Overclocking and Conclusion
To give a feel for the Overclocking performance potential of the Sabertooth Z97 Mark 1 board, we attempted to push it to known CPU-supported performance parameters with minimal tweaking. The Sabertooth board did not disappoint, managing a stable run for well over 4hrs with the CPU running at 4.67GHz, the CPU ring bus purring along at 4.0GHz, and memory at 1780MHz, all with the base clock set to 167MHz. System stability was tested running the AIDA64 stability test in conjunction with EVGA's OC Scanner X graphical benchmark running at 1280×1024 resolution and 8x MSAA in stress test mode.

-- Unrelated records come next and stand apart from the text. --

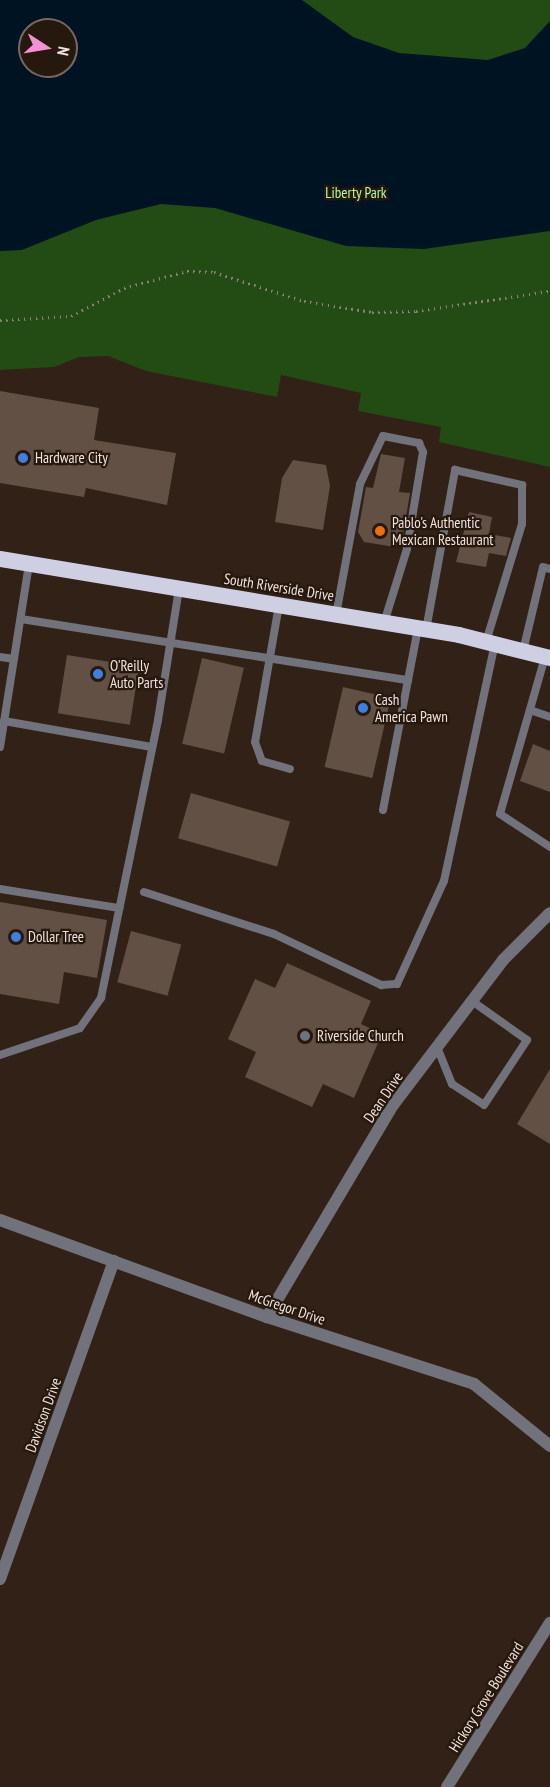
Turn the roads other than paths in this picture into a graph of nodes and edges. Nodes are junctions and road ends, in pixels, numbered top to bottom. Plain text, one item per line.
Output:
1 (0, 559) edge
2 (29, 564) junction
3 (550, 569) edge
4 (179, 589) junction
5 (279, 605) junction
6 (336, 615) junction
7 (21, 619) junction
8 (384, 623) junction
9 (422, 629) junction
10 (170, 641) junction
11 (491, 643) junction
12 (523, 651) junction
13 (270, 655) junction
14 (0, 657) edge
15 (547, 657) edge
16 (14, 659) junction
17 (408, 680) junction
18 (530, 710) junction
19 (550, 717) edge
20 (4, 721) junction
21 (0, 747) edge
22 (152, 747) junction
23 (290, 769) dead end
24 (383, 810) dead end
25 (550, 847) edge
26 (0, 889) edge
27 (144, 892) dead end
28 (119, 908) junction
29 (550, 913) edge
30 (472, 1000) junction
31 (437, 1047) junction
32 (0, 1055) edge
33 (0, 1220) edge
34 (114, 1261) junction
35 (267, 1317) junction
36 (550, 1446) edge
37 (0, 1580) edge
38 (550, 1623) edge
39 (447, 1787) edge

1 - 2 highway, South Riverside Drive
2 - 4 highway, South Riverside Drive
2 - 7 lane
3 - 12 lane
4 - 5 highway, South Riverside Drive
4 - 10 lane
5 - 6 highway, South Riverside Drive
5 - 13 lane
6 - 8 highway, South Riverside Drive
6 - 8 lane
7 - 10 lane
7 - 16 lane
8 - 9 highway, South Riverside Drive
9 - 11 highway, South Riverside Drive
9 - 11 lane
9 - 17 lane
10 - 13 lane
10 - 22 lane
11 - 12 highway, South Riverside Drive
11 - 27 lane
12 - 15 highway, South Riverside Drive
13 - 17 lane
13 - 23 lane
14 - 16 lane
15 - 18 lane
16 - 20 lane
17 - 24 lane
18 - 19 lane
18 - 25 lane
20 - 21 lane
20 - 22 lane
22 - 28 lane
26 - 28 lane
28 - 32 lane
29 - 30 street, Dean Drive
30 - 31 street, Dean Drive
30 - 31 lane
31 - 35 street, Dean Drive
33 - 34 street, McGregor Drive
34 - 35 street, McGregor Drive
34 - 37 street, Davidson Drive
35 - 36 street, McGregor Drive
38 - 39 street, Hickory Grove Boulevard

Note that this is is meant only as a quick preview of the board's performance potential. With more time to tweak the settings to a greater extent, pushing to a higher base clock and ring bus speed may have been achievable, in addition to an overnight stability run without issue.
Performance-wise, the Sabertooth Z97 Mark 1 clawed its way to the top, performing on par or better than the other Intel Z97-based systems. Its overclocking performance and potential were also exemplary with the design work ASUS put into the CPU digital power circuitry very evident.
Before continuing with our final thoughts on the Sabertooth Z97 Mark 1 motherboard, we would like to take this opportunity to give our friends at ASUS a hearty “Thank You” for giving us the opportunity to review another example of their engineering prowess. As with board's from its other lines, ASUS used the Intel Z97 chipset launch as an opportunity to tweak and further perfect their Sabertooth board design, culminating in the Sabertooth Z97 Mark 1. They kept to the TUF series' aesthetics and signature Thermal Armor, giving the board a militaristic look that appeals to a vast number of gamers world-wide. Their design tweaking did not stop with the armor airflow and back plate enhancements, but included refinement of the VRM digital circuitry. The included power chokes are alloy based and covered by a heat dissipating metal outer layer, aiding in optimal heat dispersal and cooler running under all conditions. ASUS also included their updated audio design with separated audio PCB and enhanced left and right channel amplifiers for crisp sound reproduction. For the most part, the board layout was well thought out with adequate space around all component for uninhibited use of those ports. They even included a dust dispersal protocol on system shutdown, forcing the Thermal Armor fans (when attached) to run in reverse to help disperse dust from the Thermal Armor air channels.
Unfortunately, we did have an issue with the Corsair H100i cooler fit to the CPU socket that we hadn't encountered before.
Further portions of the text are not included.